What the task asks ::
Retype the entries exactly. Include every line.

———

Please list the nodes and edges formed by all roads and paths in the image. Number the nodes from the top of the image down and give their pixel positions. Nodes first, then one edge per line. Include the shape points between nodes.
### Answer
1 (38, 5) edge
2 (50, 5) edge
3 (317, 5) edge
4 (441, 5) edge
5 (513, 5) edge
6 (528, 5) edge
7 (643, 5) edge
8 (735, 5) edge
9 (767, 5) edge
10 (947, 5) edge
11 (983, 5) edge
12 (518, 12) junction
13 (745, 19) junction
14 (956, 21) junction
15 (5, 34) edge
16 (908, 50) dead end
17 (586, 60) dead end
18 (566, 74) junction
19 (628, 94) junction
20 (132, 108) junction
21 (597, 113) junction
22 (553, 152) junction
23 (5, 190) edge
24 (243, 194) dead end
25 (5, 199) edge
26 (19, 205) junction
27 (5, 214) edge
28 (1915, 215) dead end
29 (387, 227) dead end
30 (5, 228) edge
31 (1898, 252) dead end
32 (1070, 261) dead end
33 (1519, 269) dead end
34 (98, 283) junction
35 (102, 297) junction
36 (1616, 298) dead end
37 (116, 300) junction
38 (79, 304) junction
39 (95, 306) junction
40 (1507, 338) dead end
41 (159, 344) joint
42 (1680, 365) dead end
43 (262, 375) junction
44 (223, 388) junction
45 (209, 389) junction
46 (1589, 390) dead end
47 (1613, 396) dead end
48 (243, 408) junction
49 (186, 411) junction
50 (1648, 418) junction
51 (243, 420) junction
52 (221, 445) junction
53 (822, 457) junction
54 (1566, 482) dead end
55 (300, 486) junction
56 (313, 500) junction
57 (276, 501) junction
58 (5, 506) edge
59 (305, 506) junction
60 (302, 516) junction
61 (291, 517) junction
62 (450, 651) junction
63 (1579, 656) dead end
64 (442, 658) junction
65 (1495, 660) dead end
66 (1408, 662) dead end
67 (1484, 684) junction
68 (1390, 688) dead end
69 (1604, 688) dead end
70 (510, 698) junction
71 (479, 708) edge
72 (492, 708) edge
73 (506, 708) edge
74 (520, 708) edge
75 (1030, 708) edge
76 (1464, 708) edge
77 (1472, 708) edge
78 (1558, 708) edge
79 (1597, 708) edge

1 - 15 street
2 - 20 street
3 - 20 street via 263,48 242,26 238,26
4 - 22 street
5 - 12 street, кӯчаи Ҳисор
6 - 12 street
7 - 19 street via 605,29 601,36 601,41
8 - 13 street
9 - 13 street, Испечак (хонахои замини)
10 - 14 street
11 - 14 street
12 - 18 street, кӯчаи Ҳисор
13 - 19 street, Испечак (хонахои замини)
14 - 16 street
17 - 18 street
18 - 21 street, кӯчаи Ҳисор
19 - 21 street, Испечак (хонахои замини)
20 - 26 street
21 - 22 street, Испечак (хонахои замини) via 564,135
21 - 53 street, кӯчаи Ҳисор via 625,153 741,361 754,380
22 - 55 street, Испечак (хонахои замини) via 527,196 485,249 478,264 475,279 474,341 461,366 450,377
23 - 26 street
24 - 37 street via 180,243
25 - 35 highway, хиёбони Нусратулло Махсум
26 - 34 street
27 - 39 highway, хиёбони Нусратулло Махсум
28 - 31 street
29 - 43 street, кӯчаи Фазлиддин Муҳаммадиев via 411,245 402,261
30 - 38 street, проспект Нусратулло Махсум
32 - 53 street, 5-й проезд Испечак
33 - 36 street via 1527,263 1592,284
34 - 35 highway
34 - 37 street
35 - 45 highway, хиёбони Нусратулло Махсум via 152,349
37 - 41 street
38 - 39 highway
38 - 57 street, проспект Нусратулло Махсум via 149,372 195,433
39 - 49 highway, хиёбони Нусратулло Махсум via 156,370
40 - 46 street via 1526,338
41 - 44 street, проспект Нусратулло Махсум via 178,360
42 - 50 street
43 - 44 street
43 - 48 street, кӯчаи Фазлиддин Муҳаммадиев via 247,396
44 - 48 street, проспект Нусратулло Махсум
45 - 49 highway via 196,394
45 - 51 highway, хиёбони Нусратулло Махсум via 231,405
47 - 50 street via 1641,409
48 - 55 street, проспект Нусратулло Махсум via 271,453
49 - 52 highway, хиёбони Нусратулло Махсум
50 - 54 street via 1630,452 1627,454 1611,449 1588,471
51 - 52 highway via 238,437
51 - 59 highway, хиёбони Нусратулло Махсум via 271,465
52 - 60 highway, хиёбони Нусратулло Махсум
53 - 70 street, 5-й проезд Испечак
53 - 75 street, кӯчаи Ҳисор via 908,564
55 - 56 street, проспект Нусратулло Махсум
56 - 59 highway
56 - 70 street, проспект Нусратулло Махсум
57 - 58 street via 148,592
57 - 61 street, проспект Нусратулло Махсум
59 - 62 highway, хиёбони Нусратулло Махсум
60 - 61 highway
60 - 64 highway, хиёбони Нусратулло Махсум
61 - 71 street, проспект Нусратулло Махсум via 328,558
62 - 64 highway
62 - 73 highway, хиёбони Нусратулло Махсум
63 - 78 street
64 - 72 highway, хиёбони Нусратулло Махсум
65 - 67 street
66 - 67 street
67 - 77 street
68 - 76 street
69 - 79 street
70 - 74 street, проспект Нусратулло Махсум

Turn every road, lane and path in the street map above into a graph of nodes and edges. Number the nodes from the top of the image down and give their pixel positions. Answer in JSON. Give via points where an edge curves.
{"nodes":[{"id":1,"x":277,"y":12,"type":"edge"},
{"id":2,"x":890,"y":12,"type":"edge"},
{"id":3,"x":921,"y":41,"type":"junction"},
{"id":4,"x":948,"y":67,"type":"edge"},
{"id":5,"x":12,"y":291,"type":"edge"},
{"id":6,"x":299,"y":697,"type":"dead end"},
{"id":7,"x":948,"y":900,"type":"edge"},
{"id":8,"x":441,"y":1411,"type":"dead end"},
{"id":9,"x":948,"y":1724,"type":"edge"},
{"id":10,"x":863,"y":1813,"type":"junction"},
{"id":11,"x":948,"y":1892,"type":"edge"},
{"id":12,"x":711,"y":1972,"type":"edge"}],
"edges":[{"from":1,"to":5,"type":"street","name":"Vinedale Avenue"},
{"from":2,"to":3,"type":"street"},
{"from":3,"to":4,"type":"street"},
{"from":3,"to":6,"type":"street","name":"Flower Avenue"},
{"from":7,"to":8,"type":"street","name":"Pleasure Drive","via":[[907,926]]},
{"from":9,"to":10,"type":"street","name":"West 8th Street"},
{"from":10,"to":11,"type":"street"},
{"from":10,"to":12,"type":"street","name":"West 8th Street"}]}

———

Response below ::
Please list the nodes and edges formed by all roads and paths in the image. Number the nodes from the top of the image down and give their pixel positions. Nodes first, then one edge per line. Include the shape points between nodes.
### Answer
1 (38, 5) edge
2 (50, 5) edge
3 (317, 5) edge
4 (441, 5) edge
5 (513, 5) edge
6 (528, 5) edge
7 (643, 5) edge
8 (735, 5) edge
9 (767, 5) edge
10 (947, 5) edge
11 (983, 5) edge
12 (518, 12) junction
13 (745, 19) junction
14 (956, 21) junction
15 (5, 34) edge
16 (908, 50) dead end
17 (586, 60) dead end
18 (566, 74) junction
19 (628, 94) junction
20 (132, 108) junction
21 (597, 113) junction
22 (553, 152) junction
23 (5, 190) edge
24 (243, 194) dead end
25 (5, 199) edge
26 (19, 205) junction
27 (5, 214) edge
28 (1915, 215) dead end
29 (387, 227) dead end
30 (5, 228) edge
31 (1898, 252) dead end
32 (1070, 261) dead end
33 (1519, 269) dead end
34 (98, 283) junction
35 (102, 297) junction
36 (1616, 298) dead end
37 (116, 300) junction
38 (79, 304) junction
39 (95, 306) junction
40 (1507, 338) dead end
41 (159, 344) joint
42 (1680, 365) dead end
43 (262, 375) junction
44 (223, 388) junction
45 (209, 389) junction
46 (1589, 390) dead end
47 (1613, 396) dead end
48 (243, 408) junction
49 (186, 411) junction
50 (1648, 418) junction
51 (243, 420) junction
52 (221, 445) junction
53 (822, 457) junction
54 (1566, 482) dead end
55 (300, 486) junction
56 (313, 500) junction
57 (276, 501) junction
58 (5, 506) edge
59 (305, 506) junction
60 (302, 516) junction
61 (291, 517) junction
62 (450, 651) junction
63 (1579, 656) dead end
64 (442, 658) junction
65 (1495, 660) dead end
66 (1408, 662) dead end
67 (1484, 684) junction
68 (1390, 688) dead end
69 (1604, 688) dead end
70 (510, 698) junction
71 (479, 708) edge
72 (492, 708) edge
73 (506, 708) edge
74 (520, 708) edge
75 (1030, 708) edge
76 (1464, 708) edge
77 (1472, 708) edge
78 (1558, 708) edge
79 (1597, 708) edge

1 - 15 street
2 - 20 street
3 - 20 street via 263,48 242,26 238,26
4 - 22 street
5 - 12 street, кӯчаи Ҳисор
6 - 12 street
7 - 19 street via 605,29 601,36 601,41
8 - 13 street
9 - 13 street, Испечак (хонахои замини)
10 - 14 street
11 - 14 street
12 - 18 street, кӯчаи Ҳисор
13 - 19 street, Испечак (хонахои замини)
14 - 16 street
17 - 18 street
18 - 21 street, кӯчаи Ҳисор
19 - 21 street, Испечак (хонахои замини)
20 - 26 street
21 - 22 street, Испечак (хонахои замини) via 564,135
21 - 53 street, кӯчаи Ҳисор via 625,153 741,361 754,380
22 - 55 street, Испечак (хонахои замини) via 527,196 485,249 478,264 475,279 474,341 461,366 450,377
23 - 26 street
24 - 37 street via 180,243
25 - 35 highway, хиёбони Нусратулло Махсум
26 - 34 street
27 - 39 highway, хиёбони Нусратулло Махсум
28 - 31 street
29 - 43 street, кӯчаи Фазлиддин Муҳаммадиев via 411,245 402,261
30 - 38 street, проспект Нусратулло Махсум
32 - 53 street, 5-й проезд Испечак
33 - 36 street via 1527,263 1592,284
34 - 35 highway
34 - 37 street
35 - 45 highway, хиёбони Нусратулло Махсум via 152,349
37 - 41 street
38 - 39 highway
38 - 57 street, проспект Нусратулло Махсум via 149,372 195,433
39 - 49 highway, хиёбони Нусратулло Махсум via 156,370
40 - 46 street via 1526,338
41 - 44 street, проспект Нусратулло Махсум via 178,360
42 - 50 street
43 - 44 street
43 - 48 street, кӯчаи Фазлиддин Муҳаммадиев via 247,396
44 - 48 street, проспект Нусратулло Махсум
45 - 49 highway via 196,394
45 - 51 highway, хиёбони Нусратулло Махсум via 231,405
47 - 50 street via 1641,409
48 - 55 street, проспект Нусратулло Махсум via 271,453
49 - 52 highway, хиёбони Нусратулло Махсум
50 - 54 street via 1630,452 1627,454 1611,449 1588,471
51 - 52 highway via 238,437
51 - 59 highway, хиёбони Нусратулло Махсум via 271,465
52 - 60 highway, хиёбони Нусратулло Махсум
53 - 70 street, 5-й проезд Испечак
53 - 75 street, кӯчаи Ҳисор via 908,564
55 - 56 street, проспект Нусратулло Махсум
56 - 59 highway
56 - 70 street, проспект Нусратулло Махсум
57 - 58 street via 148,592
57 - 61 street, проспект Нусратулло Махсум
59 - 62 highway, хиёбони Нусратулло Махсум
60 - 61 highway
60 - 64 highway, хиёбони Нусратулло Махсум
61 - 71 street, проспект Нусратулло Махсум via 328,558
62 - 64 highway
62 - 73 highway, хиёбони Нусратулло Махсум
63 - 78 street
64 - 72 highway, хиёбони Нусратулло Махсум
65 - 67 street
66 - 67 street
67 - 77 street
68 - 76 street
69 - 79 street
70 - 74 street, проспект Нусратулло Махсум

Turn every road, lane and path in the street map above into a graph of nodes and edges. Number the nodes from the top of the image down and give their pixel positions. Answer in JSON. Give via points where an edge curves.
{"nodes":[{"id":1,"x":277,"y":12,"type":"edge"},
{"id":2,"x":890,"y":12,"type":"edge"},
{"id":3,"x":921,"y":41,"type":"junction"},
{"id":4,"x":948,"y":67,"type":"edge"},
{"id":5,"x":12,"y":291,"type":"edge"},
{"id":6,"x":299,"y":697,"type":"dead end"},
{"id":7,"x":948,"y":900,"type":"edge"},
{"id":8,"x":441,"y":1411,"type":"dead end"},
{"id":9,"x":948,"y":1724,"type":"edge"},
{"id":10,"x":863,"y":1813,"type":"junction"},
{"id":11,"x":948,"y":1892,"type":"edge"},
{"id":12,"x":711,"y":1972,"type":"edge"}],
"edges":[{"from":1,"to":5,"type":"street","name":"Vinedale Avenue"},
{"from":2,"to":3,"type":"street"},
{"from":3,"to":4,"type":"street"},
{"from":3,"to":6,"type":"street","name":"Flower Avenue"},
{"from":7,"to":8,"type":"street","name":"Pleasure Drive","via":[[907,926]]},
{"from":9,"to":10,"type":"street","name":"West 8th Street"},
{"from":10,"to":11,"type":"street"},
{"from":10,"to":12,"type":"street","name":"West 8th Street"}]}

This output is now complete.